In a person who is not getting any carbs (or a ketogenic level), the body adapts, up-regulates the fat metabolism and learns to produce enough glucose on its own for the needed brain function and the body learns to use other fuel (fat in whatever form) where it can. This person might be out of glycogen, but the body can produce fuel fast enough to support lower intensity long term exercise, like a marathon.

In a person eating carbs, the body is going to use glycogen & glucose for fuel and won't be ready to convert fat to fuel efficiently enough to pick up the slack when the carbs run out.

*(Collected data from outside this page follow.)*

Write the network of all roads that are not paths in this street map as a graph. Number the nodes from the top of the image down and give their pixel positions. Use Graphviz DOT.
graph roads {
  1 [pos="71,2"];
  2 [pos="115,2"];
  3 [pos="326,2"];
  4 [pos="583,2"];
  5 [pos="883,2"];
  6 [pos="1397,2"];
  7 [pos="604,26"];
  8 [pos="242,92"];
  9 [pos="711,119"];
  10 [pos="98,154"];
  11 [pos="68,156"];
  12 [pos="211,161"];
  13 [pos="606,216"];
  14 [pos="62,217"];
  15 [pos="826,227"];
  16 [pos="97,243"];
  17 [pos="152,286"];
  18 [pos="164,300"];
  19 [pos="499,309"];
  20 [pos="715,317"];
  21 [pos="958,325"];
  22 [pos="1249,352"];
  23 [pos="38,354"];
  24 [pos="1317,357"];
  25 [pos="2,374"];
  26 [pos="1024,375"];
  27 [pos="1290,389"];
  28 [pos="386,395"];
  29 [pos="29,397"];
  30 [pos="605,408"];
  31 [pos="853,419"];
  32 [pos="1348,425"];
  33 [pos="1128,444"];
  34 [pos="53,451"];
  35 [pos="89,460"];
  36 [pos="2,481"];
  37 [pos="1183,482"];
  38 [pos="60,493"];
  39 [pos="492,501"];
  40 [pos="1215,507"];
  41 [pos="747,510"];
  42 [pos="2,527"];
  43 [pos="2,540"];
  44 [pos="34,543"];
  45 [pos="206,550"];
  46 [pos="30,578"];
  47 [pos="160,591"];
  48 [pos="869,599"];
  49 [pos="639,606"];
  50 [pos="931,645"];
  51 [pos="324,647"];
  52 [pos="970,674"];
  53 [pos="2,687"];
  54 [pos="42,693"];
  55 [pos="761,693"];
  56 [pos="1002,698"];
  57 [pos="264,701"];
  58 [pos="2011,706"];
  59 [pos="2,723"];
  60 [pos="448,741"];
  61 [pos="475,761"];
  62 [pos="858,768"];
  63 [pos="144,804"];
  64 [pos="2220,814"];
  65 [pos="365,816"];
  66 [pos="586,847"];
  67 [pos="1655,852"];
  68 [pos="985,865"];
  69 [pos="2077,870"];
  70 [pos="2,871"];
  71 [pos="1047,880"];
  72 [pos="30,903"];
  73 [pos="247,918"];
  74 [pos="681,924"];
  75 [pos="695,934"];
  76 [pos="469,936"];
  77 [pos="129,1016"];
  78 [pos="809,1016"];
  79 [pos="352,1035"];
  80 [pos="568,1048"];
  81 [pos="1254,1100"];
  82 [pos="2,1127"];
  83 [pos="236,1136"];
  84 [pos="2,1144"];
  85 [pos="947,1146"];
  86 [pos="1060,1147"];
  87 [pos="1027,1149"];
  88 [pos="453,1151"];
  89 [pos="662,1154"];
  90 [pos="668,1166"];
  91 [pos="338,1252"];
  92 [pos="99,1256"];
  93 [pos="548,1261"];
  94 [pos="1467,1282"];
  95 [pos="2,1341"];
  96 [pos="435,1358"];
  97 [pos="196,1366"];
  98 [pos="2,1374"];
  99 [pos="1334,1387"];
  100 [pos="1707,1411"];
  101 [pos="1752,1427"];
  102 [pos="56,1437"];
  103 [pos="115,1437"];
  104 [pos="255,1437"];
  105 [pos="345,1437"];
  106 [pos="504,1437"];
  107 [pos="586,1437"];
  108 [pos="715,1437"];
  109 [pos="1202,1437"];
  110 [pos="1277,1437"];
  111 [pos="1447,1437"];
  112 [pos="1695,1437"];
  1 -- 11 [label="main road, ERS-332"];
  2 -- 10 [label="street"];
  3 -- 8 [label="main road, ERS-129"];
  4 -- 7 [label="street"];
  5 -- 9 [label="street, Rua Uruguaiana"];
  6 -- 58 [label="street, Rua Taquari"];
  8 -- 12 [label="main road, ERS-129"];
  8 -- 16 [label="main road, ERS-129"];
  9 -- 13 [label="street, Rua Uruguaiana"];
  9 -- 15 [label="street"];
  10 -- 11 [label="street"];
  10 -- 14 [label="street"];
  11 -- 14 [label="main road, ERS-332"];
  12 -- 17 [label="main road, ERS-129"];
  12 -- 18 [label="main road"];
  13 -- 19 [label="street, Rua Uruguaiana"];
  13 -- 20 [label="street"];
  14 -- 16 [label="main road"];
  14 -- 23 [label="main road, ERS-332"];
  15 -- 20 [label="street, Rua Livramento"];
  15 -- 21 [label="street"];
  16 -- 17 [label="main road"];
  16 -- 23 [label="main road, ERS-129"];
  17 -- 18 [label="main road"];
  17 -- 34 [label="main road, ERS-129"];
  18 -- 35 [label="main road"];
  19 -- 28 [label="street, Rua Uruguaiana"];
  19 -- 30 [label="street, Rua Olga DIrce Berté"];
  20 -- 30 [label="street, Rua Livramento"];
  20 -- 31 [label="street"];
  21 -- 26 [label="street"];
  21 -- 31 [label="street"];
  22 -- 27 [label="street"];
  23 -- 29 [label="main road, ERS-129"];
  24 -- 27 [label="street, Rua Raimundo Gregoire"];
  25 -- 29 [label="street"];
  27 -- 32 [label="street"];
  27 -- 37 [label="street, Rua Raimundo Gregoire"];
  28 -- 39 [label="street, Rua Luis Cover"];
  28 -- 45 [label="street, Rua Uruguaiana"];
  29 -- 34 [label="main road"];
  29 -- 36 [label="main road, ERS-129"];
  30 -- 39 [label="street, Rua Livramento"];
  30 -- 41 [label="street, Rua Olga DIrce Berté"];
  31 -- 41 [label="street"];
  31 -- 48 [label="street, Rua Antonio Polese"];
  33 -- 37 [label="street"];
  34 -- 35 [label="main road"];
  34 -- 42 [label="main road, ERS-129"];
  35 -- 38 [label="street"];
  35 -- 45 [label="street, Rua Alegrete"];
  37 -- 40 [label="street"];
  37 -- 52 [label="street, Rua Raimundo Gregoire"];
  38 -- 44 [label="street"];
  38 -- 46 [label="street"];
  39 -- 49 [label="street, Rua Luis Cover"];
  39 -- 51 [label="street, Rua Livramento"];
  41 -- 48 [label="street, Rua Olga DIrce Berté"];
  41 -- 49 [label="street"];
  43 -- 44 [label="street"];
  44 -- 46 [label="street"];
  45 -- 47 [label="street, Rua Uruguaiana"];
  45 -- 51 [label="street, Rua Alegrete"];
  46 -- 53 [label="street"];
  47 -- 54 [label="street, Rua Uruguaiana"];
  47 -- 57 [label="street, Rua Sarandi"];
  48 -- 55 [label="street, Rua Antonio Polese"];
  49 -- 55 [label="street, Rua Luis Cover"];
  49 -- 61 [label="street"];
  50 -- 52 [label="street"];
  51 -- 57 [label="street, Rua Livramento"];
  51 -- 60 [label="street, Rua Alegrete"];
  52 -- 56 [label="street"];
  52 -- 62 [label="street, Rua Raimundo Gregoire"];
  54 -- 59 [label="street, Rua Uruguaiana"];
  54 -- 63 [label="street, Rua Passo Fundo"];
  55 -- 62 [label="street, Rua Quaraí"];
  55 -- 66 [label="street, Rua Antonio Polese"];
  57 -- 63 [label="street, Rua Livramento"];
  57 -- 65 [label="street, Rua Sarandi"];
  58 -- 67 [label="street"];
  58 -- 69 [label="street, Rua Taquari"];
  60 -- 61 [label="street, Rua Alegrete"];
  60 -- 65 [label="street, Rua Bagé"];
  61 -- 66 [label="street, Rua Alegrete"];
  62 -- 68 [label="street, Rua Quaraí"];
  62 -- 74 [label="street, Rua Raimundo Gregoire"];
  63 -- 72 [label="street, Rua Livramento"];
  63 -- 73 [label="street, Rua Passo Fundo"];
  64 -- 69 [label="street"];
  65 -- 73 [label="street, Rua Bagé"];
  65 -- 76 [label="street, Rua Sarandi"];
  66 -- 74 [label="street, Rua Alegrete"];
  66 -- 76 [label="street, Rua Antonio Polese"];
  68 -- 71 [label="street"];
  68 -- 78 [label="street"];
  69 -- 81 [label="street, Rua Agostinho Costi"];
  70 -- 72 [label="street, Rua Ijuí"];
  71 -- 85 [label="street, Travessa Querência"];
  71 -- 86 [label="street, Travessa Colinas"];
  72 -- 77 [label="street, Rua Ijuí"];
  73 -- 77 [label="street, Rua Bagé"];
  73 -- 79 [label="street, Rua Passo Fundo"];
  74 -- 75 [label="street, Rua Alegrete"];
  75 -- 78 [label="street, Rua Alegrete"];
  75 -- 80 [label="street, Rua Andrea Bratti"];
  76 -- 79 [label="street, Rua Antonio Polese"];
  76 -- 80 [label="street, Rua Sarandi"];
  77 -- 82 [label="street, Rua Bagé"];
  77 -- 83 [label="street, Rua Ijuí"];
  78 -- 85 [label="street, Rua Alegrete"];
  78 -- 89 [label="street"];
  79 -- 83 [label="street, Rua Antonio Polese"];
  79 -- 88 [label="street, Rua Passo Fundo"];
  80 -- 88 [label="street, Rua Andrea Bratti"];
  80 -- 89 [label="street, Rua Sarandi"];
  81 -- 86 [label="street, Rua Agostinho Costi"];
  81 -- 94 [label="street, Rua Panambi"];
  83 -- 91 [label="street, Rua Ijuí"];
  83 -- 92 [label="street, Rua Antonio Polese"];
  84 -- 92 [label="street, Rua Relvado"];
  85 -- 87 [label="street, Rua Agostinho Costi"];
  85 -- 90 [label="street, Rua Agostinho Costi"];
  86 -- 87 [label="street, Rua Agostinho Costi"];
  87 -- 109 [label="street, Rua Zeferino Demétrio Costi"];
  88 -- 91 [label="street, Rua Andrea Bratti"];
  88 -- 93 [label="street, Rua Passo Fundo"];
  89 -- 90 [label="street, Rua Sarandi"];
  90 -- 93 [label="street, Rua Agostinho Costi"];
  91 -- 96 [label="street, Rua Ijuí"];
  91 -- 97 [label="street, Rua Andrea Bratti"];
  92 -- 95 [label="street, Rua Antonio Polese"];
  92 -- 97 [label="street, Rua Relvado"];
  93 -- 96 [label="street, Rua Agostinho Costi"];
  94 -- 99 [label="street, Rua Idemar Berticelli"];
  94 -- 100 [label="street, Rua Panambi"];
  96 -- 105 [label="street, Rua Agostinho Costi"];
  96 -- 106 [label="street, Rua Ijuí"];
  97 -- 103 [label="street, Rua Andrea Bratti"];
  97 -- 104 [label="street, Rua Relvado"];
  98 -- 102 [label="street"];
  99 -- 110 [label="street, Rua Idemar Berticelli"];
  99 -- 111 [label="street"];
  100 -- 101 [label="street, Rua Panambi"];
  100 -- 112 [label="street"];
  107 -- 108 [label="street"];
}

Hence, the bonk in a marathon if you don't keep providing carbs to the body.

My understanding is that it's the shorter distances (100 meter dash) where the energy requirements are so quick and so intense that the conversion of fat to fuel is too slow to work, even in those fat adapted. Without the very fast acting glycogen and glucose, you can't keep up. It wouldn't be that you couldn't do a 100 meter dash, but you'd quickly run out of steam and wouldn't be able to match to lightening fast intesity of the carb fueled sprinter.

But you have to compare apples to apples, not apples to oranges. Of course a fit, strong, completely fat adapted low-carber can still lift weights, but would he be able to lift faster & more weight if he was the same person and carb-adapted?

At least that's how I understand it.